Together, the first $k$ answers of all $k$ attempts will produce $k$
good answers, distributed in some way over all $k$ attempts, since for
each question there is exactly one good answer among the $k$ being
proposed.
If one attempt has 2 good answers, or more, for one of the first $k$
questions, then another must have 0. Thus, if the scores $s(T_i)$ are
not all equal, the smallest is equal to $r$. Furthermore, if they are
all equal, then they are all equal to $r+1$. So the value of $r$ is easily determined.
We first assume $\exists r\in[0,N-k],\; \forall i\in[1,k],\; s(T_i)=r+1$
This implies that each attempt has exactly 1 good answer among the
first $k$ answers (to the first $k$ questions).
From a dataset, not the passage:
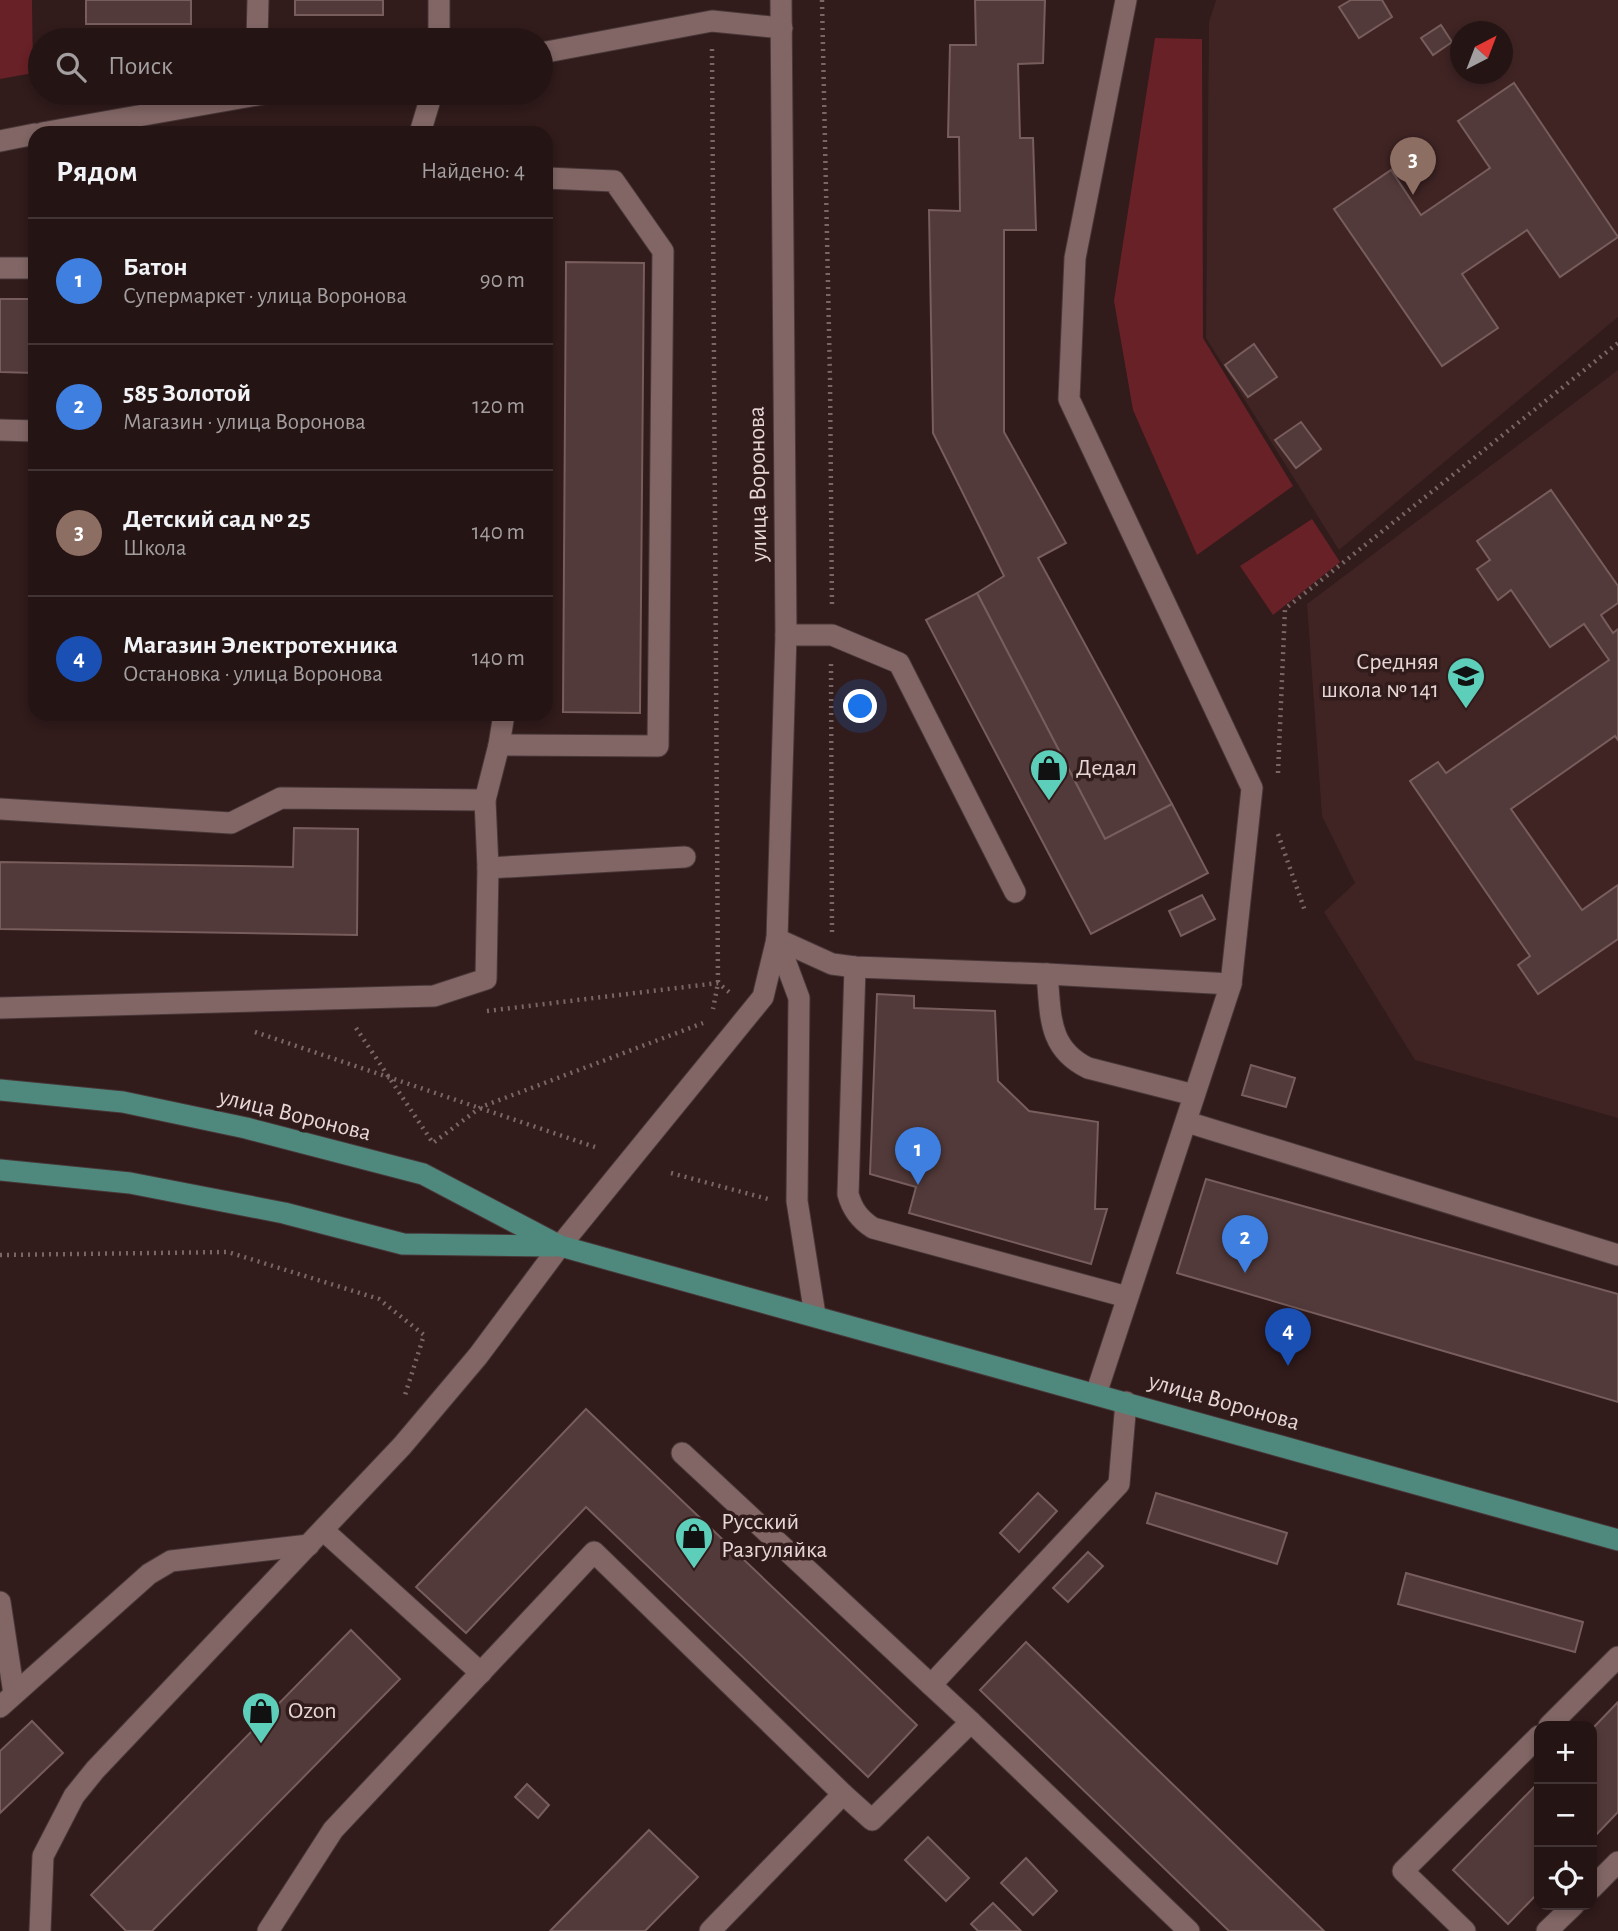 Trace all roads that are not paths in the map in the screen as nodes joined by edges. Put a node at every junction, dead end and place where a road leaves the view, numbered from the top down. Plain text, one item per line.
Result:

But we do not know which.
We define a second set of $k-1$ attempts
$T_i'=i^{k/2}1^{N-k/2}, \forall i\in[1,k]$
Note, that $T_1'=T_1$, so that k-1 new attempts only are needed,
but the duplication makes things simpler to explain.
If the good answer $1$ in the first $k$ questions in $T_1$ was for one of
the first $k/2$ questions, then $1$ is a bad answer for questions
$Q_j,\; \forall j\in[k/2+1,k]$. Hence all the $T_i$ attempts that had
a good answer for one of these $k/2$ questions will lose 1 point in
score, thus falling to $r$. All other attempts, that had a good answer
in the first $k/2$ questions will have an unchanged score $r+1$.
If the good answer $1$ in the first $k$ questions in $T_1$ was for one of
the last $k/2$ questions, i.e. for questions $Q_j,\; \forall
j\in[k/2+1,k]$, then all attempts $T_i'$ benefit from that good
answer $1$. Those that had a good answer for the first $k/2$ questions
will keep it and see their score increase from $r+1$ to $r+2$, while
the others will lose their good answer as before, but have it replaced
by the good answer $1$ for one question, thus keeping the score $r+1$.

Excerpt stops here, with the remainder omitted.